Du kannst auf niemanden herabsehen, wenn dein eigenes Selbstwertgefühl in den Dreck geworfen, in Stücke gerissen und angepisst wurde.
(Seite 102)
Emma Scott ist im New Adult-Genre längst kein unbekannter Name mehr. Mit Never Doubt legt sie nun ihre zweites Stand Alone vor, und als erstes sollte wohl erwähnt werden, dass hier eine unbedingte Triggerwarnung notwendig ist. Zwar weist die Widmung schon deutlich auf die Grundthematik hin, doch diese ist bei Weitem nicht ausreichend für das, was den Leser bereits im Prolog und auch im gesamten Verlauf des Buches erwartet. In der ersten Auflage wurde dies versäumt, doch es besteht Hoffnung, dass der Verlag bei einer folgenden Auflage eine diesbezügliche Änderung vornimmt.
Unabhängig davon kommen Fans des Genres wieder in den vollen Genuss von New Adult. Der flüssige Schreibstil schafft es trotz der schwierigen Themen, einen mitreißenden Sog zu verursachen und den Leser richtiggehend zu fesseln. Obwohl einige Passagen für manchen schwierig zu lesen und zu verarbeiten sind, entwickelt sich Never Doubt sehr schnell zu einem Pageturner, der die Gefühle wunderbar transportieren kann und den Leser an genau den richtigen Stellen abholt und auffängt. Die Charaktere sind, entgegen der klassischen Genre-Klischees, zur Abwechslung mal nicht stereotypisch – denn Willow ist trotz allem eine starke Persönlichkeit und Isaac so überhaupt nicht der Bad Boy, den man erwarten würde. Auch die Nebencharaktere haben eine meist sympathische, in jedem Fall aber authentische Darstellung erhalten und das Setting eines kleinen, verträumten Städtchens lädt nicht nur zum Verharren ein, sondern gibt dem Leser das Gefühl, direkt vor Ort zu sein. Und zu guter Letzt nimmt Shakespeare eine große Rolle im Buch ein – Emma Scott zeigt, dass seine Geschichten bis in die heutige Zeit aktuell sind und auch jüngeres Publikum durchaus begeistern kann. Die Parallelen des tragenden Stückes zur Story von Never Doubt sind geschickt eingeflochten, sodass selbst die heutzutage eher schwierige Sprache Shakespeares kein Problem darstellt, sondern sich perfekt einfügt und erst komplett abrundet.
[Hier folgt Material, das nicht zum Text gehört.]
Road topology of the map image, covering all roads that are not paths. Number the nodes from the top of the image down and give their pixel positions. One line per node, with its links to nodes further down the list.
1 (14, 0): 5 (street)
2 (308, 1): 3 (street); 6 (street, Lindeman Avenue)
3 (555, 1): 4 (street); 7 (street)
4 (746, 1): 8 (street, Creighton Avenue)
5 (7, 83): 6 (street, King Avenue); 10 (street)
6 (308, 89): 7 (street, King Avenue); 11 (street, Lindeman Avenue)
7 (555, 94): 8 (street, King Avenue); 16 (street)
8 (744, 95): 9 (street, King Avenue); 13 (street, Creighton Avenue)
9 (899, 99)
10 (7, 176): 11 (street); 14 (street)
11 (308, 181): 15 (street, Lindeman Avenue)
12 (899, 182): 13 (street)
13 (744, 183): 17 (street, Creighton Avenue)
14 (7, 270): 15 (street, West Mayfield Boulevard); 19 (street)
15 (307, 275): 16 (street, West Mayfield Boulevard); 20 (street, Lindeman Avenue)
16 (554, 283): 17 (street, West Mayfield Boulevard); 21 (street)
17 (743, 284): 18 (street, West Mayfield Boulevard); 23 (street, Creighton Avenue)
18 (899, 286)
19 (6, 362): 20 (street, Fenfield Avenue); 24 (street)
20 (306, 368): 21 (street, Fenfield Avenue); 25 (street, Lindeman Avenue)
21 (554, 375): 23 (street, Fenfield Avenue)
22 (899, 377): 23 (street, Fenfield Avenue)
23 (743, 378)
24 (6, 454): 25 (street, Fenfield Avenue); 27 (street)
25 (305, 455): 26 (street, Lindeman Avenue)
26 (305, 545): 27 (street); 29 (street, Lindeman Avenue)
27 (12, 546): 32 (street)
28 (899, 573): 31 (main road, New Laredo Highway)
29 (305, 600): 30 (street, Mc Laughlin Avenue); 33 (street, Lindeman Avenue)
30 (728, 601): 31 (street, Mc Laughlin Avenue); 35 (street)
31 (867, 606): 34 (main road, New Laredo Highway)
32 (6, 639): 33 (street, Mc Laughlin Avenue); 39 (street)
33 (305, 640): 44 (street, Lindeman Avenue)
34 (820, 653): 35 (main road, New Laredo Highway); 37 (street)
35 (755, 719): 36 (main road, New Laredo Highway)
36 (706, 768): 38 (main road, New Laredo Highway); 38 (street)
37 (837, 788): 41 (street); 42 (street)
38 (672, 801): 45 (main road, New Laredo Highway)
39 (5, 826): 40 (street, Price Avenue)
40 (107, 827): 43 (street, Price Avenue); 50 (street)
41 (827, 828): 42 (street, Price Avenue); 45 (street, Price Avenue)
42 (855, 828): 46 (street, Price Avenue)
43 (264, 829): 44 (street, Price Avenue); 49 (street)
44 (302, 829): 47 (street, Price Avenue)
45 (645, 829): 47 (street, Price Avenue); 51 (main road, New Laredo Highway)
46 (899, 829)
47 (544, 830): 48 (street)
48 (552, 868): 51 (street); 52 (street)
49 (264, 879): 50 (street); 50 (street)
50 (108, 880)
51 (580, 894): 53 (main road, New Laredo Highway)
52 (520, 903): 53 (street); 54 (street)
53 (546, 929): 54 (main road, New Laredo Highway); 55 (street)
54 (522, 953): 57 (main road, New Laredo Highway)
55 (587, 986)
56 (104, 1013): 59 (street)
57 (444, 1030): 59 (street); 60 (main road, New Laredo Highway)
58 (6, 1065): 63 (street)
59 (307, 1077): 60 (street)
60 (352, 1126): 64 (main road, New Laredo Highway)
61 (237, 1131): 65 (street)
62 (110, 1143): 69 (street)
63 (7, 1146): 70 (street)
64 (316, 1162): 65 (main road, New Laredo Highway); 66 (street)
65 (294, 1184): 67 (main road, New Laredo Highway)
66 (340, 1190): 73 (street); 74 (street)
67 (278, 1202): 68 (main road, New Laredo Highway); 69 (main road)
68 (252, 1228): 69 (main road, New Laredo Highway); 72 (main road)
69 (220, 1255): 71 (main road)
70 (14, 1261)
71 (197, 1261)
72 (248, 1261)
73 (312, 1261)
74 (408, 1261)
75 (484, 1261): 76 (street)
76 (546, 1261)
Never Doubt ist gehört zu den Büchern, die lange im Leser nachhallen. Viele Gefühle ganz unterschiedlicher Art werden während der Lektüre geweckt und es ist nicht selten eine Herausforderung, mit diesen Gefühlen adäquat umzugehen. Einige Szenen machen extrem wütend, andere berühren das Herz, und zwischendurch durchlebt man die komplette Bandbreite aller Emotionen, die dazwischen liegen. Emma Scott lässt den Leser gemeinsam mit den Protagonisten ein ständiges Auf und Ab durchleben – eine vorsichtige Leseempfehlung für alle Fans des Genres, aber durchaus auch einen Blick von Shakespeare-Freunden wert.
Fazit:
Never Doubt ist definitiv keine leichte Lektüre und mit Vorsicht zu genießen. Mit der Geschichte um Willow und Isaac und alle Außenstehenden holt Emma Scott den Leser ab, nimmt ihn mit, trägt ihn zwischen den Zeilen und zerreißt mehr als einmal sein Herz, um zuerst nur ein Pflaster auf die Wunde zu kleben und es am Ende zwar mit Narben versehen, aber geheilt das Buch zuklappen zu lassen. Lediglich über eine umfassende Triggerwarnung sollte der Verlag für die kommende(n) Auflage(n) ernsthaft nachdenken.